Japan has become an attractive location for the future of regenerative medicine since the induction of the Revised Pharmaceutical Affairs Act
Nikon will benefit from Lonza’s cell manufacturing expertise, while expanding its entry into the contract manufacturing market. ‘This collaboration will contribute greatly to the growth of the global cell and gene therapy market,’ says Andreas Weiler, Head of Emerging Technologies, Lonza Pharma & Biotech. ‘We are utilising our expertise built over the last decade to work together with Nikon in bringing high-quality, innovative development and manufacturing to Japan. Because of its work in iPSC technology, we believe Nikon is an ideal partner for this collaboration in regenerative medicine.
Lonza says Japan has become an attractive location for the future of regenerative medicine since the induction of the Revised Pharmaceutical Affairs Act, which became effective in November 2014. The Act states conditional product approval may be granted in Japan when clinical safety and an indication of efficacy of a regenerative medicine product are demonstrated.
The use of somatic stem cells (haematopoietic stem cells and mesenchymal stem cells) is reportedly gaining traction in the US and European markets, with the use of induced pluripotent stem cells (iPSCs) following quickly behind. In addition, virally modified gene therapy has demonstrated promising clinical results in multiple disease indications, including cancer. Using viral vectors, immune and stem cells can be genetically modified and reintroduced to the patient as a targeted therapy.
Exploring another biotech avenue, US-based synthetic biology company Intrexon and European clinical stage biopharmaceutical company ActoGeniX, are forging a new frontier in cellular therapeutics by developing a new generation of orally-delivered biotherapeutics. The proprietary TopAct platform developed by ActoGeniX enables the molecular engineering of food-grade microbes (Lactococcus lactis) to generate biologically-contained ‘ActoBiotics’ for in situ expression and secretion of novel biotherapeutic proteins and peptides including cytokines, enzymes, hormones and monoclonal antibodies to the oral and gastrointestinal tract.
In spite of all the headlines heralding groundbreaking cures, these novel drugs bring with them many challenges as well as opportunities. In oncology, for example, in some cases their effects can be short term; they are also incredibly expensive to make. And while some manufacturing costs will decrease in the future, the scale-up of production from labscale, and the quality controls required for biologics are more complex and time consuming than for traditional chemically synthesised small molecule drugs and this contributes to the higher costs.

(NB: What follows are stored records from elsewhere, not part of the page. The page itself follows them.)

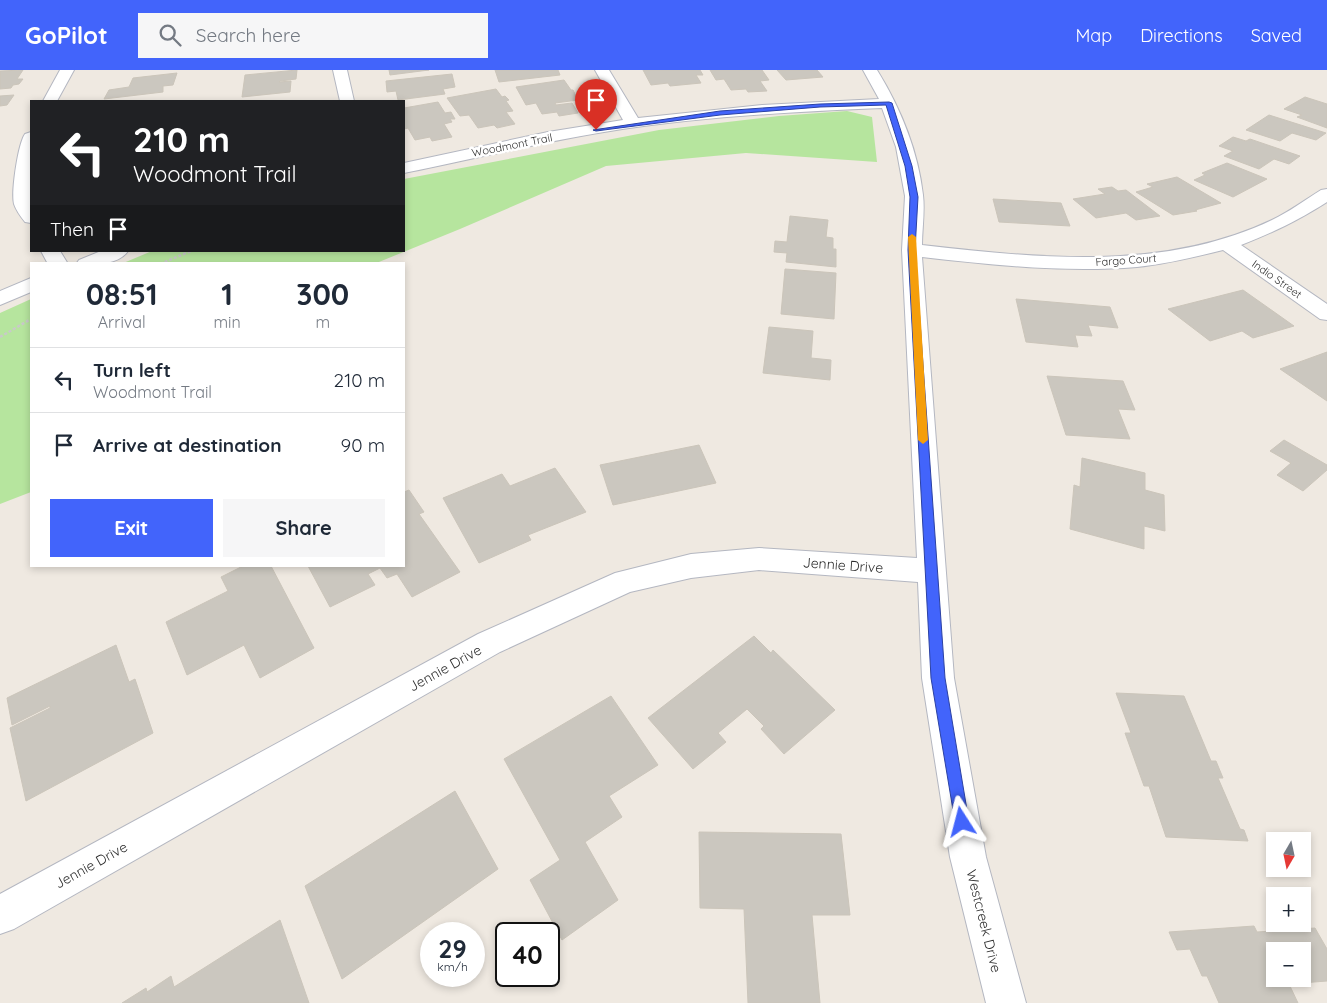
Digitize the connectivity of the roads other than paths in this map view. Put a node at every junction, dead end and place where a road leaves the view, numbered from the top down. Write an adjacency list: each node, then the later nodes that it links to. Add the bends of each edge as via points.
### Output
1 (67, 70): 5 (street)
2 (340, 70): 6 (street)
3 (602, 70): 8 (street)
4 (870, 70): 7 (street, Westcreek Drive)
5 (51, 100)
6 (347, 100)
7 (889, 103): 8 (street, Woodmont Trail, via 720,113); 14 (street, Westcreek Drive, via 914,197)
8 (633, 123): 10 (street, Woodmont Trail)
9 (30, 141): 12 (street, via 23,204)
10 (405, 168)
11 (1327, 194): 13 (street, Fargo Court, via 1273,226)
12 (30, 216)
13 (1227, 244): 14 (street, Fargo Court, via 1175,256 1119,263 1046,264); 19 (street, Indio Street)
14 (912, 250): 20 (street, Westcreek Drive)
15 (116, 252): 16 (street)
16 (91, 262)
17 (30, 284): 18 (street)
18 (0, 299)
19 (1327, 314)
20 (931, 571): 21 (street, Jennie Drive, via 759,559 691,566 625,581 489,643); 22 (street, Westcreek Drive, via 938,678 968,857)
21 (0, 915)
22 (1006, 1003)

In spite of all the headlines heralding groundbreaking cures, these novel drugs bring with them many challenges as well as opportunities
According to MarketsandMarkets3, the global biologics safety testing market was valued at $1.7bn in 2014 and is expected to grow at a CAGR of 12.23% to reach $3.1bn in 2019. Meanwhile, the global protein purification and isolation market4 was valued at $3.9bn in 2014 and is expected to reach $6.4bn by 2020, growing at a CAGR of 8.3% during the forecast period from 2015 to 2020. M&A activity has also been increasing in this sector. One of the latest deals was the acquisition of BioOutsource, a Glasgow-based provider of testing services for the biopharma industry, by Sartorius Stedim Biotech.
As the technology moves on, many of the current challenges will be overcome, but there will always be new advances creating demand for a new round of biotech funding.